# ABOUT THIS TASK
Every line of the listing that holds the word "Lakehurst" should be returned.
*****
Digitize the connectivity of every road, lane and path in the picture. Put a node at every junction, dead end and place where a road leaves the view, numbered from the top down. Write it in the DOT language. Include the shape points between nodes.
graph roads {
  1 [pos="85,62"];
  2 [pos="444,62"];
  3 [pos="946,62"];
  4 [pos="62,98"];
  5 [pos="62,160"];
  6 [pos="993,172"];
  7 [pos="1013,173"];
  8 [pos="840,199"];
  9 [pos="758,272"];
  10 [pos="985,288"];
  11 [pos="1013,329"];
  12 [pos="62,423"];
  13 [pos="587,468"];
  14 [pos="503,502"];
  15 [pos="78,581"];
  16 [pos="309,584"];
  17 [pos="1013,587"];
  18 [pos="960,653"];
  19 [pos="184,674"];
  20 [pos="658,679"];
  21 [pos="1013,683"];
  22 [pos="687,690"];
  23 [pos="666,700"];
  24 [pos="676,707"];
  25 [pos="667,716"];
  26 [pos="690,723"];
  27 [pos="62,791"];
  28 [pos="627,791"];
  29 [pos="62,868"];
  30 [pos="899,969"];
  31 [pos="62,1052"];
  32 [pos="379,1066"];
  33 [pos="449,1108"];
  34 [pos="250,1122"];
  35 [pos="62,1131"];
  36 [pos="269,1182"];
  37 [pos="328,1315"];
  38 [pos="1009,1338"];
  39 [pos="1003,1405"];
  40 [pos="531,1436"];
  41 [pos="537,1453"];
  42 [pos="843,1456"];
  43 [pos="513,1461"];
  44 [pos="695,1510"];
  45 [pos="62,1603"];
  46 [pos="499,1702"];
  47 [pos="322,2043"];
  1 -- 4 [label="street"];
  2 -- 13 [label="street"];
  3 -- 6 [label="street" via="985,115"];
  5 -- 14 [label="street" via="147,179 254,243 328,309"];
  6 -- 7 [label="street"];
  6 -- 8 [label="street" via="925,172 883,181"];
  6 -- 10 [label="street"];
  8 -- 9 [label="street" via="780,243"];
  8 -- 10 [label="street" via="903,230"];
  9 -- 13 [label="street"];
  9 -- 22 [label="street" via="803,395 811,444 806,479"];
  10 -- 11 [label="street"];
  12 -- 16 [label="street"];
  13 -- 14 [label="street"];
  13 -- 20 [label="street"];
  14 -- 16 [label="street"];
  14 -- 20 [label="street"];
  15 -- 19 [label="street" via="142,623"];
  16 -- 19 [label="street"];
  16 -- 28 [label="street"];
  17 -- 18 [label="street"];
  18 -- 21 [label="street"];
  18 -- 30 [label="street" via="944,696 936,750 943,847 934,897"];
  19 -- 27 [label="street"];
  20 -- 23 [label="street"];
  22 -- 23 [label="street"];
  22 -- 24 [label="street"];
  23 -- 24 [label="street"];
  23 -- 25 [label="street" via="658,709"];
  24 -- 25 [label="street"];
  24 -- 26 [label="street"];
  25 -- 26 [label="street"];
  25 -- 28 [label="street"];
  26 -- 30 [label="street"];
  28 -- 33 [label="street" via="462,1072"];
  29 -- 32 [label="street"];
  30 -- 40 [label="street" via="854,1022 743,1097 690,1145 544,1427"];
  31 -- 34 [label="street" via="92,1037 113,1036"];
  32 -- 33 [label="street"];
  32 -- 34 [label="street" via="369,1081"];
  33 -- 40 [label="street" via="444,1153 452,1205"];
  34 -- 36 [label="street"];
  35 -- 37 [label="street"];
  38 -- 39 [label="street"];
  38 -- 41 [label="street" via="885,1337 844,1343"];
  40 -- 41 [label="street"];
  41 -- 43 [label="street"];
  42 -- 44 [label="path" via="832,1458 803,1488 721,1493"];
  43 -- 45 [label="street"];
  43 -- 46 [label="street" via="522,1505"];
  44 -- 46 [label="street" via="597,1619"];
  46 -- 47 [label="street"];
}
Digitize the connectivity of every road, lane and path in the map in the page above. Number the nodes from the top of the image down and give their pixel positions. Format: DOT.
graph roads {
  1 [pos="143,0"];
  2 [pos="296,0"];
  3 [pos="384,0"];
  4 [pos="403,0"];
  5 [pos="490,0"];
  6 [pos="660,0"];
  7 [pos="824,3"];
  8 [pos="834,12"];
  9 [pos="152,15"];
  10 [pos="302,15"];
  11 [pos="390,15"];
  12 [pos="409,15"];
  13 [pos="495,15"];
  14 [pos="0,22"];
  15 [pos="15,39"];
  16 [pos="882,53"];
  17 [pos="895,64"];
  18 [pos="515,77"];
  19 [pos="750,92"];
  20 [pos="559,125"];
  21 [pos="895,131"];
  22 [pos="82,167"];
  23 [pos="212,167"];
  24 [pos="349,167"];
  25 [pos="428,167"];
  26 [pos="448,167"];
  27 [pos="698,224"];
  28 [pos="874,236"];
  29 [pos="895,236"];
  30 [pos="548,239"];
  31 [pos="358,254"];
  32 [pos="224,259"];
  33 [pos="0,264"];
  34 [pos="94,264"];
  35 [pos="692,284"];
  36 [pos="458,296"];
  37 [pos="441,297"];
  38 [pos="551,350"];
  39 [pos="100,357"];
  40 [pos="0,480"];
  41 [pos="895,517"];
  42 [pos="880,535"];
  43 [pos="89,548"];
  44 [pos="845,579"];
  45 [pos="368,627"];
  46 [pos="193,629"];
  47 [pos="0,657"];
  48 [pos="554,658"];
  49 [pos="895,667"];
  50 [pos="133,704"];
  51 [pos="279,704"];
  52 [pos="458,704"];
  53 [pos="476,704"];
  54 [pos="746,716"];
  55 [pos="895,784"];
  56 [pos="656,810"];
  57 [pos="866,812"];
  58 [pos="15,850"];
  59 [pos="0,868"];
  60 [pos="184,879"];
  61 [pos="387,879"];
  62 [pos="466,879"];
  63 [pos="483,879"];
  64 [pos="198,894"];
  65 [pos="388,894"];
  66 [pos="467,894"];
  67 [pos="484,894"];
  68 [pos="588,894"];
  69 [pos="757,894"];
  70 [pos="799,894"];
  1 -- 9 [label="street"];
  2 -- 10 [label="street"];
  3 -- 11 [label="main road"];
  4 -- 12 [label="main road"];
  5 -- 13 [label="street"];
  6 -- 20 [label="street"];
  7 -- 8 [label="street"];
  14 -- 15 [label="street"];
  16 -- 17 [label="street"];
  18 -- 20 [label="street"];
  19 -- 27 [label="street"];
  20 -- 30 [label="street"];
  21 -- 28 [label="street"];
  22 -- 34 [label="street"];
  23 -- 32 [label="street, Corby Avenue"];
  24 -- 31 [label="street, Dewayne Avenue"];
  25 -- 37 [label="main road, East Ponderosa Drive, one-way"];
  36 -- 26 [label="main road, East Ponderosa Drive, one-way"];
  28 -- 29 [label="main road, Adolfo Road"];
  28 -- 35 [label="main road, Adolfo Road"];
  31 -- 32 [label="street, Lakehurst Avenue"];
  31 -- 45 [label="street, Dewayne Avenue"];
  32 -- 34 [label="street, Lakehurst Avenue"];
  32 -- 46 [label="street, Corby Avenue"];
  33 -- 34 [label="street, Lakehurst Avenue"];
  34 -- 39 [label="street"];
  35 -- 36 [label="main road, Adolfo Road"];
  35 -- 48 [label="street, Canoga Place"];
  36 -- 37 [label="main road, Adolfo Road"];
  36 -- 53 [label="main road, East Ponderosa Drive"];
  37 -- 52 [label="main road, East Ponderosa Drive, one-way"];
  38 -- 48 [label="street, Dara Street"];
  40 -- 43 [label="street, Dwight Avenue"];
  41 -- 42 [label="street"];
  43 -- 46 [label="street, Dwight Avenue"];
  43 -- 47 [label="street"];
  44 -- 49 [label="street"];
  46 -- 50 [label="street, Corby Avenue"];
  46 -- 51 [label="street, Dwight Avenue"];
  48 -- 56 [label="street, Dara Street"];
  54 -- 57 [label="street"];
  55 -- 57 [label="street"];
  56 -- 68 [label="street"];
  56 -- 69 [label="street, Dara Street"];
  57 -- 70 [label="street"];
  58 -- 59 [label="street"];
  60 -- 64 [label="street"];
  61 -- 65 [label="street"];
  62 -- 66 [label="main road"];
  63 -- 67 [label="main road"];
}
*****
# EXERCISE ANSWER
  31 -- 32 [label="street, Lakehurst Avenue"];
  32 -- 34 [label="street, Lakehurst Avenue"];
  33 -- 34 [label="street, Lakehurst Avenue"];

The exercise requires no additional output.